══ Exercise input ══

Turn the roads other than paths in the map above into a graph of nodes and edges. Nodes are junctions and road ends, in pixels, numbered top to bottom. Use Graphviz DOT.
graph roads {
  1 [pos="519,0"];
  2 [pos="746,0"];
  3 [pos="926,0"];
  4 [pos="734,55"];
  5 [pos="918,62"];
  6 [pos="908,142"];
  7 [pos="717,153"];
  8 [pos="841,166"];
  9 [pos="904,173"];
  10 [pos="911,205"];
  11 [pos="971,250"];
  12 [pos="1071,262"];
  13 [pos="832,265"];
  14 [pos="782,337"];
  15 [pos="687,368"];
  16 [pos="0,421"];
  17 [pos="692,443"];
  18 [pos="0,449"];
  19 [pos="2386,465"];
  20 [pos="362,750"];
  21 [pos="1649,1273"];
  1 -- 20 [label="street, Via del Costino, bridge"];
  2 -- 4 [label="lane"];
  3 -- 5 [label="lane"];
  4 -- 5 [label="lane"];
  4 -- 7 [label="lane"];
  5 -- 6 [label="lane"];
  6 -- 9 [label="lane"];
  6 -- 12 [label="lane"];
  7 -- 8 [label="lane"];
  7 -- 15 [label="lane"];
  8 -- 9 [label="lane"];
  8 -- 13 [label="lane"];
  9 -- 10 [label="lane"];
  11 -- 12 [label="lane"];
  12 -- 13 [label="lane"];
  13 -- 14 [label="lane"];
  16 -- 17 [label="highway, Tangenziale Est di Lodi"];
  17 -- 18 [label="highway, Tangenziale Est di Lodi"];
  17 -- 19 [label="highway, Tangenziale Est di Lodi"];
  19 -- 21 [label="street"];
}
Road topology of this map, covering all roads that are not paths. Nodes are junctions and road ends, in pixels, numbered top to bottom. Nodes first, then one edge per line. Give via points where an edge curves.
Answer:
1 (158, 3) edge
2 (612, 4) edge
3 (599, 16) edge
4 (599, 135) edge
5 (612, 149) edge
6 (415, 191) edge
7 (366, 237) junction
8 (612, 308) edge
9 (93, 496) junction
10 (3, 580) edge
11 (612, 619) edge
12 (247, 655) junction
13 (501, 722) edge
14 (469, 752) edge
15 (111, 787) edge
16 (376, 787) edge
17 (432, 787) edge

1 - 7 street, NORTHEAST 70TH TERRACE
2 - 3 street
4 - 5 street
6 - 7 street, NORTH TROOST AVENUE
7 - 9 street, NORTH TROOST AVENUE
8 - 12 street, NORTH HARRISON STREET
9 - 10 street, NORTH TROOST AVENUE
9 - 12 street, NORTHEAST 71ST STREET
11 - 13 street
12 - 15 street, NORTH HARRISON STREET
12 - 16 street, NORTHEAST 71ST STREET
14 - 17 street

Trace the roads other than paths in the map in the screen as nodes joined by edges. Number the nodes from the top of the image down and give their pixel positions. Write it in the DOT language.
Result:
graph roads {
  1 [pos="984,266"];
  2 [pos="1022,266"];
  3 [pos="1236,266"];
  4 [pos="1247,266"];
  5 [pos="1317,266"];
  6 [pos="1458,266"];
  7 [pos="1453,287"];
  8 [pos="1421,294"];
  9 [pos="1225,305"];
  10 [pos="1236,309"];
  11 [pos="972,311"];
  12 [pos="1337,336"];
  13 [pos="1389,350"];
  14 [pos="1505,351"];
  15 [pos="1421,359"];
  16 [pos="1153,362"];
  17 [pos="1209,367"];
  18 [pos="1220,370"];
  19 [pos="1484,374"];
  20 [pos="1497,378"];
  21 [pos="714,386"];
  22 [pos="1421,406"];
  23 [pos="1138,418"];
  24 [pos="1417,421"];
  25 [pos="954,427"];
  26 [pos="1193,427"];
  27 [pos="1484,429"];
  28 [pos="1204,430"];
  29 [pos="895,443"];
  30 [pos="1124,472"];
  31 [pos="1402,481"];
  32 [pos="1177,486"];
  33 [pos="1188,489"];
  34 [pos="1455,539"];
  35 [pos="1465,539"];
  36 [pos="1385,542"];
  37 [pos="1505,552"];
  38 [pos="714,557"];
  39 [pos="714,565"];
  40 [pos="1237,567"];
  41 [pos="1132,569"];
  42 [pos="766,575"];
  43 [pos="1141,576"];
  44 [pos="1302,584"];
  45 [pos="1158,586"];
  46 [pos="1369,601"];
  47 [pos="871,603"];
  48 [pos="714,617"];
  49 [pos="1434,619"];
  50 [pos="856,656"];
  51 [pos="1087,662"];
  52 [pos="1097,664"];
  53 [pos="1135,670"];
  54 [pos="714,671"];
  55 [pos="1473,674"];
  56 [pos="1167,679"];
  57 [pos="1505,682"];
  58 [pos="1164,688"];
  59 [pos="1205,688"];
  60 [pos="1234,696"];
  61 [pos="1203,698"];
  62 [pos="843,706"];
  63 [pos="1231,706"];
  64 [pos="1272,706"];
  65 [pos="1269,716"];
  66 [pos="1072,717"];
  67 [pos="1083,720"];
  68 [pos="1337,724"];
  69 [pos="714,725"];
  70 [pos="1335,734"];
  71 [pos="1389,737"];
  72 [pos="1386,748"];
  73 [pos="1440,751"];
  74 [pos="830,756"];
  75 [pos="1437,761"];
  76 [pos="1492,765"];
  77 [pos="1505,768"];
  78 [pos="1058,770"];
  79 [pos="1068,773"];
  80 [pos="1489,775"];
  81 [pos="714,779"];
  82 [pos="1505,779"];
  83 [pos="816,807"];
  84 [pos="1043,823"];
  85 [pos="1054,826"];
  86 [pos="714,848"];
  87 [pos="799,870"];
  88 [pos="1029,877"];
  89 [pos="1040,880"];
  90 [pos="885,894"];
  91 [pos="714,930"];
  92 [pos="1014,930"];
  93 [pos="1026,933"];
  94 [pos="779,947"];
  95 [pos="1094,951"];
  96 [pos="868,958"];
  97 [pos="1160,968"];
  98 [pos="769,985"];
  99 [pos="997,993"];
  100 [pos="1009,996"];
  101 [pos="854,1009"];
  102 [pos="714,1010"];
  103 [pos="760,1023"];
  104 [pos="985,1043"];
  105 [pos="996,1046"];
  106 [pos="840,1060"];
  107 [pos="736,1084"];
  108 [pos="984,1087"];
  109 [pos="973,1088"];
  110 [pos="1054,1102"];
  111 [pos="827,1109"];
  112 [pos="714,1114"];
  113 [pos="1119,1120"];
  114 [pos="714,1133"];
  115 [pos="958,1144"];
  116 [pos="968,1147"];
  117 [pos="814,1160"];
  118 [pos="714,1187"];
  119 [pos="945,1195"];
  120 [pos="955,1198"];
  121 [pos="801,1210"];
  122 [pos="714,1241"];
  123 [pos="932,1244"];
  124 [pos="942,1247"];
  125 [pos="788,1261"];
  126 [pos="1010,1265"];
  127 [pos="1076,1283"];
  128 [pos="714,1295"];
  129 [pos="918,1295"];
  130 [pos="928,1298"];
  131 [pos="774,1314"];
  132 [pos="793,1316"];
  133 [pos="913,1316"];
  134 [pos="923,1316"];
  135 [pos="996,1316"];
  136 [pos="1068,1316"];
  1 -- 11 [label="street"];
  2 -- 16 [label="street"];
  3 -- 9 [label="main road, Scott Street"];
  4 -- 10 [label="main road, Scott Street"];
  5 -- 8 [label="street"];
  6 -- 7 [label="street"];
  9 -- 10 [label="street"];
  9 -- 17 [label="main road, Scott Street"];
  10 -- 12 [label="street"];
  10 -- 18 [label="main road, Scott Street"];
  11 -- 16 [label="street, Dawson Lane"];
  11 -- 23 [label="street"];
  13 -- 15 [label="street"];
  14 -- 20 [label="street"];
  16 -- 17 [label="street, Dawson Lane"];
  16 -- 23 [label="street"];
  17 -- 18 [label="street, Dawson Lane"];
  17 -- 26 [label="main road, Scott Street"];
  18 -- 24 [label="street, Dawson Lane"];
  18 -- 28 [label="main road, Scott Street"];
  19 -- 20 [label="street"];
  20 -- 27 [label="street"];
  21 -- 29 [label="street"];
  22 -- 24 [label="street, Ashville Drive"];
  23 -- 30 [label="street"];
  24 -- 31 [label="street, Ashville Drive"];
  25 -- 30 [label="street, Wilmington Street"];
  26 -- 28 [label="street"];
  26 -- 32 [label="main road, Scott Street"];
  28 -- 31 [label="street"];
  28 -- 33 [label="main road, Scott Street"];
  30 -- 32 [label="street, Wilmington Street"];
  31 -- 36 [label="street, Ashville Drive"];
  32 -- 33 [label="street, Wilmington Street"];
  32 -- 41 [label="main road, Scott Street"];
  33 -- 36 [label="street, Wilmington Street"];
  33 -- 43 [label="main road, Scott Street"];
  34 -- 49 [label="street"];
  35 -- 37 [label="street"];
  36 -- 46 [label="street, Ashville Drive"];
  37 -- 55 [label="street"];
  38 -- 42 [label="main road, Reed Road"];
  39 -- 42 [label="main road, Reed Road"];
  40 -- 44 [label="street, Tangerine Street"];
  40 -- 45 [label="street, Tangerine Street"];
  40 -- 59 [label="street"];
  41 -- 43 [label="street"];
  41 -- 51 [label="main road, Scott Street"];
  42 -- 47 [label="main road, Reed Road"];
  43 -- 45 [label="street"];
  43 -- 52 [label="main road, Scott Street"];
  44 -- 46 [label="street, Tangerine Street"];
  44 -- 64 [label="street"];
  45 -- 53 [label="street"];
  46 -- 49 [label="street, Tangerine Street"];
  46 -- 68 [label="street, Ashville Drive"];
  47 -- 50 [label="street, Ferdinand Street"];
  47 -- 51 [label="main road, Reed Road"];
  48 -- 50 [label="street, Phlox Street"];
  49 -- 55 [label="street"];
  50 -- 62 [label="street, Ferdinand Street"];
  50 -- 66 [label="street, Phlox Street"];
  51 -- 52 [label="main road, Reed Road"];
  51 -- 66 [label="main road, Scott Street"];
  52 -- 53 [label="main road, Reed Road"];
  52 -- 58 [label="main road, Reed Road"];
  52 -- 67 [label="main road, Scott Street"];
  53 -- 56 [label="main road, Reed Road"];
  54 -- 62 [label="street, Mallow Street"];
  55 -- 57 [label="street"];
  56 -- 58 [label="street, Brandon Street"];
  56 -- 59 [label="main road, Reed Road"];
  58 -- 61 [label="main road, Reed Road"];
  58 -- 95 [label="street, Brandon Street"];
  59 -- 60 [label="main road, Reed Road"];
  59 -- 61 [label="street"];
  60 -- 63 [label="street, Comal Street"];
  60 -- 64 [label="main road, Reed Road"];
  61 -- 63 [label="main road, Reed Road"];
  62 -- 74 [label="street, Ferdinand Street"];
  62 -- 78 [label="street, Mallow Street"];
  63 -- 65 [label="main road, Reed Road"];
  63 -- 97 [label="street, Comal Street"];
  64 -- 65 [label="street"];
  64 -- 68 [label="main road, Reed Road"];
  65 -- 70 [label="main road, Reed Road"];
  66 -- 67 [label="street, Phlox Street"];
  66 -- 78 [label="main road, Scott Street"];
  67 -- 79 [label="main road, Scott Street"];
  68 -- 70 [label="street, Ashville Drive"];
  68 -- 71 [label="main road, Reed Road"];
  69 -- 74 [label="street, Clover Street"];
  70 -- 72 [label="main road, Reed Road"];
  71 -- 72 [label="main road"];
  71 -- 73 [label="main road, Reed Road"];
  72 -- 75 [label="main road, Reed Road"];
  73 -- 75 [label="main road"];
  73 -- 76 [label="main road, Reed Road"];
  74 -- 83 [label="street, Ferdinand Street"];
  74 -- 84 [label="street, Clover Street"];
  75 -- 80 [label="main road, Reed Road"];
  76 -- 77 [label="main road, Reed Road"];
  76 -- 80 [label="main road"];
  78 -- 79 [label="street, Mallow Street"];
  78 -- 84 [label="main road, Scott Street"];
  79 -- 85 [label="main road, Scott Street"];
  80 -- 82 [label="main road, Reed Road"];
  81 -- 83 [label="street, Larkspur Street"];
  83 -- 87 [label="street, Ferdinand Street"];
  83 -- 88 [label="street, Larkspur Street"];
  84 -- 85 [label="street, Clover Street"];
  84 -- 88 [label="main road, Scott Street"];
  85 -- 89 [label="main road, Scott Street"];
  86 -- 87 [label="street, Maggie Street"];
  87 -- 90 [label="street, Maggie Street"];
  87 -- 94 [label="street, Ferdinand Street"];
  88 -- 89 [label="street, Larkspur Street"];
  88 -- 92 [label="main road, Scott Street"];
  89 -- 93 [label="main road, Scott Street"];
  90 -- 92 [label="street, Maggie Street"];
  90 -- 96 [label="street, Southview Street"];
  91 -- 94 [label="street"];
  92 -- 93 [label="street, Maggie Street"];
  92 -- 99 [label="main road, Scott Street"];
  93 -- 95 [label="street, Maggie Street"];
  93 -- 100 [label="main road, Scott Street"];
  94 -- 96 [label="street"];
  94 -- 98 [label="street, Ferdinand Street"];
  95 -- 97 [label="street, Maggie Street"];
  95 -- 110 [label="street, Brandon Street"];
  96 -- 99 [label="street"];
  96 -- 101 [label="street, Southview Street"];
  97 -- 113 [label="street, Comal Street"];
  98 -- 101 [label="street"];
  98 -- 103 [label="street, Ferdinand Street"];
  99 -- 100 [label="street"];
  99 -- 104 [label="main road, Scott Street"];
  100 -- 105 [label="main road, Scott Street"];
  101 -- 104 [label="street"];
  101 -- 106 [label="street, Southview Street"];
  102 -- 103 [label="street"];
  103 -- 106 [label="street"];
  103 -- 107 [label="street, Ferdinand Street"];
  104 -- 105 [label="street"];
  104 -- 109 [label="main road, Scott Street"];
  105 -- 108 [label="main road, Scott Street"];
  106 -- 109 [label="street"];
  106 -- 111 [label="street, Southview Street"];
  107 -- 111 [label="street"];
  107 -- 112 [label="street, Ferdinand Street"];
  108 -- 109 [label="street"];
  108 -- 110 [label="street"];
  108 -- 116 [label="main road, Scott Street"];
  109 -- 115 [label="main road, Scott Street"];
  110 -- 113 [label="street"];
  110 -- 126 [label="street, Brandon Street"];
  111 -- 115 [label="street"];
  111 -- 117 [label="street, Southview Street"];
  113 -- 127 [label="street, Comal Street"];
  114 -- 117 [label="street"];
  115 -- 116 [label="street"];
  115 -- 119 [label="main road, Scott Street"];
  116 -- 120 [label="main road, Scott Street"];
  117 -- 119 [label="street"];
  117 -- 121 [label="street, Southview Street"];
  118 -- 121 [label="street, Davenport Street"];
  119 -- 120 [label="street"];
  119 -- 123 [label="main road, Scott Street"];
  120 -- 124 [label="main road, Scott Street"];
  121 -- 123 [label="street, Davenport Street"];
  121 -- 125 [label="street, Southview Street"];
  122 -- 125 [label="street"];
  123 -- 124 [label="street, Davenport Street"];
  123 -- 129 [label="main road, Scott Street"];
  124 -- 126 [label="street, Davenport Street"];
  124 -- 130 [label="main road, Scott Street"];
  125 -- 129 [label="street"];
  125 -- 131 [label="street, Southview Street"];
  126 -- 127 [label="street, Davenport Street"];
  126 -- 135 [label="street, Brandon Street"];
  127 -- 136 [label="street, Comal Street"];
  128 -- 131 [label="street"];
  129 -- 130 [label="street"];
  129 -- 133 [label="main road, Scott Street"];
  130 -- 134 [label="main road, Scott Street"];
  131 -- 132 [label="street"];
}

═══

→ **Exercise objective**: Set down precisely the lines above between the line holding "Road topology of" and the line holding "Trace the roads", inclusive, and nothing beyond them.

→ **Exercise output**:
Road topology of this map, covering all roads that are not paths. Nodes are junctions and road ends, in pixels, numbered top to bottom. Nodes first, then one edge per line. Give via points where an edge curves.
Answer:
1 (158, 3) edge
2 (612, 4) edge
3 (599, 16) edge
4 (599, 135) edge
5 (612, 149) edge
6 (415, 191) edge
7 (366, 237) junction
8 (612, 308) edge
9 (93, 496) junction
10 (3, 580) edge
11 (612, 619) edge
12 (247, 655) junction
13 (501, 722) edge
14 (469, 752) edge
15 (111, 787) edge
16 (376, 787) edge
17 (432, 787) edge

1 - 7 street, NORTHEAST 70TH TERRACE
2 - 3 street
4 - 5 street
6 - 7 street, NORTH TROOST AVENUE
7 - 9 street, NORTH TROOST AVENUE
8 - 12 street, NORTH HARRISON STREET
9 - 10 street, NORTH TROOST AVENUE
9 - 12 street, NORTHEAST 71ST STREET
11 - 13 street
12 - 15 street, NORTH HARRISON STREET
12 - 16 street, NORTHEAST 71ST STREET
14 - 17 street

Trace the roads other than paths in the map in the screen as nodes joined by edges. Number the nodes from the top of the image down and give their pixel positions. Write it in the DOT language.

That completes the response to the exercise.